Records from a collection:
━━━━━━

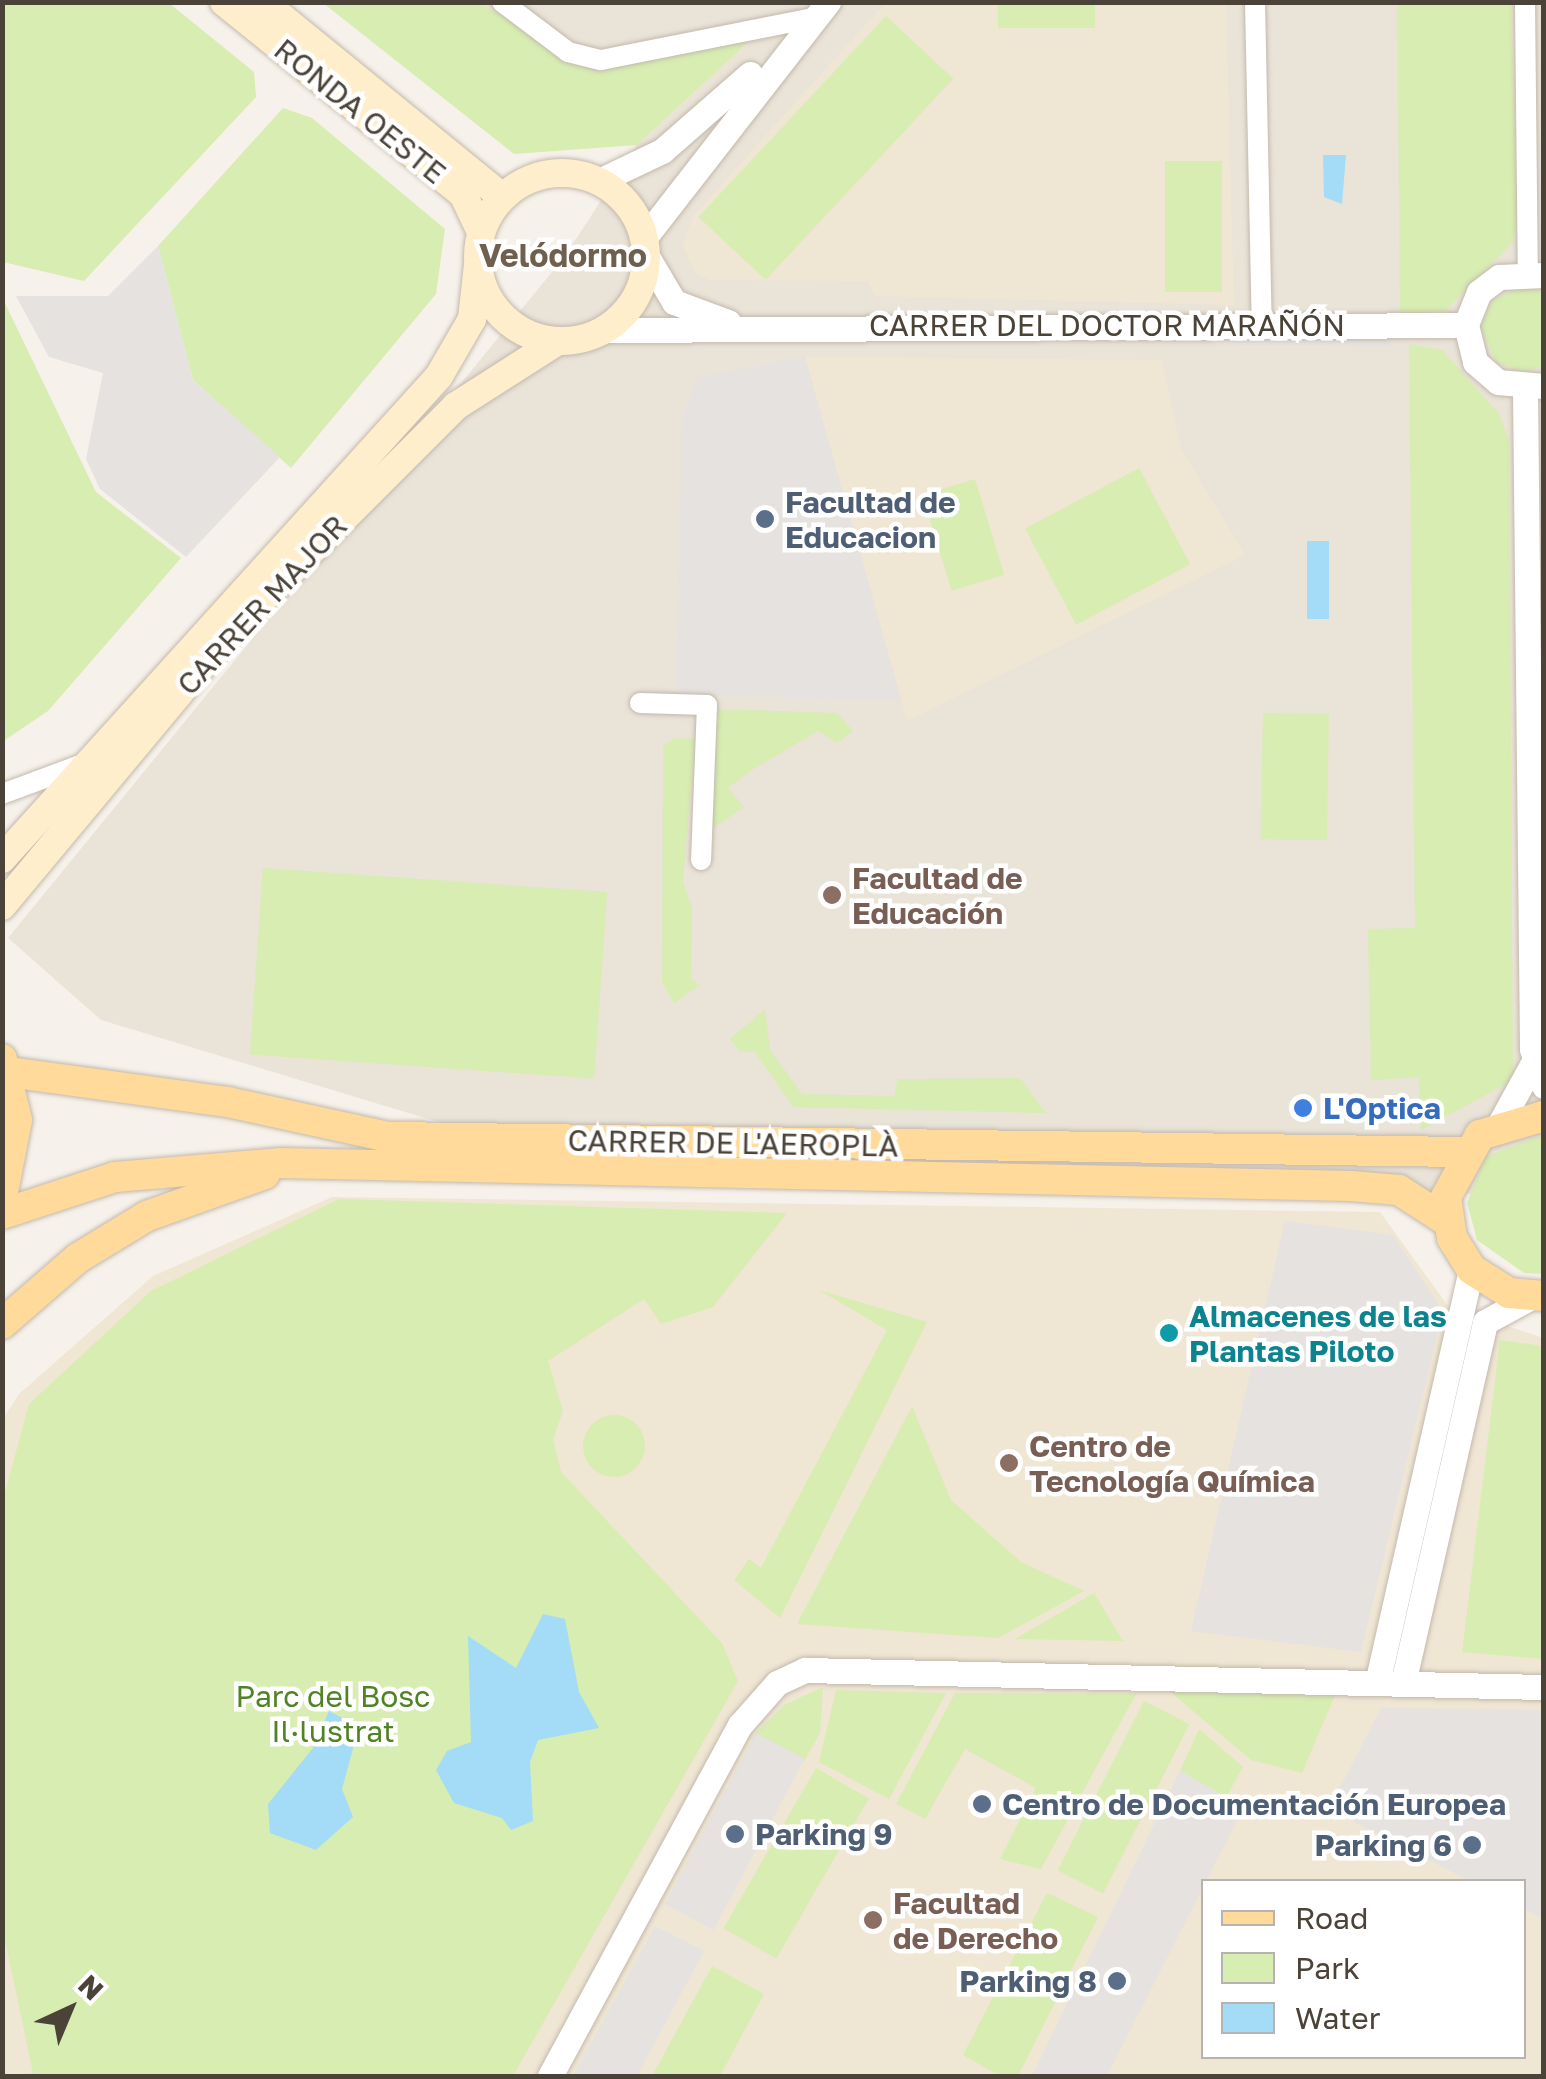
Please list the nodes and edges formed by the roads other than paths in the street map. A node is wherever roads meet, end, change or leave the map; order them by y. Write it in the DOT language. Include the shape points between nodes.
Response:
graph roads {
  1 [pos="224,2"];
  2 [pos="263,2"];
  3 [pos="502,2"];
  4 [pos="1255,2"];
  5 [pos="1525,2"];
  6 [pos="820,10"];
  7 [pos="1534,44"];
  8 [pos="599,181"];
  9 [pos="502,197"];
  10 [pos="481,232"];
  11 [pos="646,247"];
  12 [pos="478,265"];
  13 [pos="1536,273"];
  14 [pos="1466,325"];
  15 [pos="748,326"];
  16 [pos="1262,326"];
  17 [pos="606,330"];
  18 [pos="556,342"];
  19 [pos="1534,387"];
  20 [pos="640,703"];
  21 [pos="87,762"];
  22 [pos="2,794"];
  23 [pos="2,859"];
  24 [pos="701,860"];
  25 [pos="2,906"];
  26 [pos="5,1066"];
  27 [pos="1538,1075"];
  28 [pos="1544,1116"];
  29 [pos="1500,1123"];
  30 [pos="1464,1152"];
  31 [pos="367,1168"];
  32 [pos="2,1197"];
  33 [pos="2,1214"];
  34 [pos="1448,1221"];
  35 [pos="1472,1269"];
  36 [pos="1537,1297"];
  37 [pos="2,1324"];
  38 [pos="1391,1679"];
  39 [pos="1544,1687"];
  40 [pos="550,2076"];
  1 -- 10 [label="main road, RONDA OESTE" via="463,194"];
  2 -- 9 [label="main road, RONDA OESTE"];
  3 -- 6 [label="street" via="568,52 601,60"];
  4 -- 16 [label="street"];
  5 -- 7 [label="street"];
  6 -- 8 [label="street" via="662,152"];
  6 -- 11 [label="street"];
  7 -- 13 [label="street"];
  8 -- 9 [label="main road" via="536,176"];
  8 -- 11 [label="main road" via="621,196"];
  9 -- 10 [label="main road"];
  10 -- 12 [label="main road"];
  11 -- 15 [label="street" via="674,302"];
  11 -- 17 [label="main road" via="642,288"];
  12 -- 18 [label="main road" via="505,320"];
  12 -- 21 [label="main road, CARRER MAJOR" via="472,319 439,376"];
  13 -- 14 [label="street" via="1480,292"];
  14 -- 16 [label="street, CARRER DEL DOCTOR MARAÑÓN"];
  14 -- 19 [label="street" via="1475,362 1498,382"];
  15 -- 16 [label="street, CARRER DEL DOCTOR MARAÑÓN"];
  15 -- 17 [label="street, CARRER DEL DOCTOR MARAÑÓN"];
  17 -- 18 [label="main road"];
  18 -- 25 [label="main road, CARRER MAJOR" via="456,406 234,629"];
  19 -- 27 [label="street"];
  20 -- 24 [label="street" via="707,705"];
  21 -- 22 [label="street"];
  21 -- 23 [label="main road, CARRER MAJOR"];
  26 -- 30 [label="main road, CARRER DE L'AEROPLÀ" via="228,1102 388,1137"];
  26 -- 32 [label="main road" via="17,1120"];
  27 -- 29 [label="street"];
  28 -- 29 [label="main road"];
  29 -- 30 [label="main road"];
  30 -- 34 [label="main road"];
  31 -- 33 [label="main road, CARRER DE L'AEROPLÀ" via="200,1164 115,1178"];
  31 -- 34 [label="main road, CARRER DE L'AEROPLÀ" via="1351,1186 1399,1190"];
  31 -- 37 [label="main road" via="266,1174 147,1216 78,1258"];
  34 -- 35 [label="main road"];
  35 -- 36 [label="main road"];
  35 -- 38 [label="street"];
  36 -- 38 [label="street" via="1485,1322"];
  38 -- 39 [label="street"];
  38 -- 40 [label="street" via="805,1670 777,1684 740,1724"];
}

━━━━━━

### Try it
Work out how many lines of the data include the word "CARRER", and write that number alone.

### Response for this exercise
9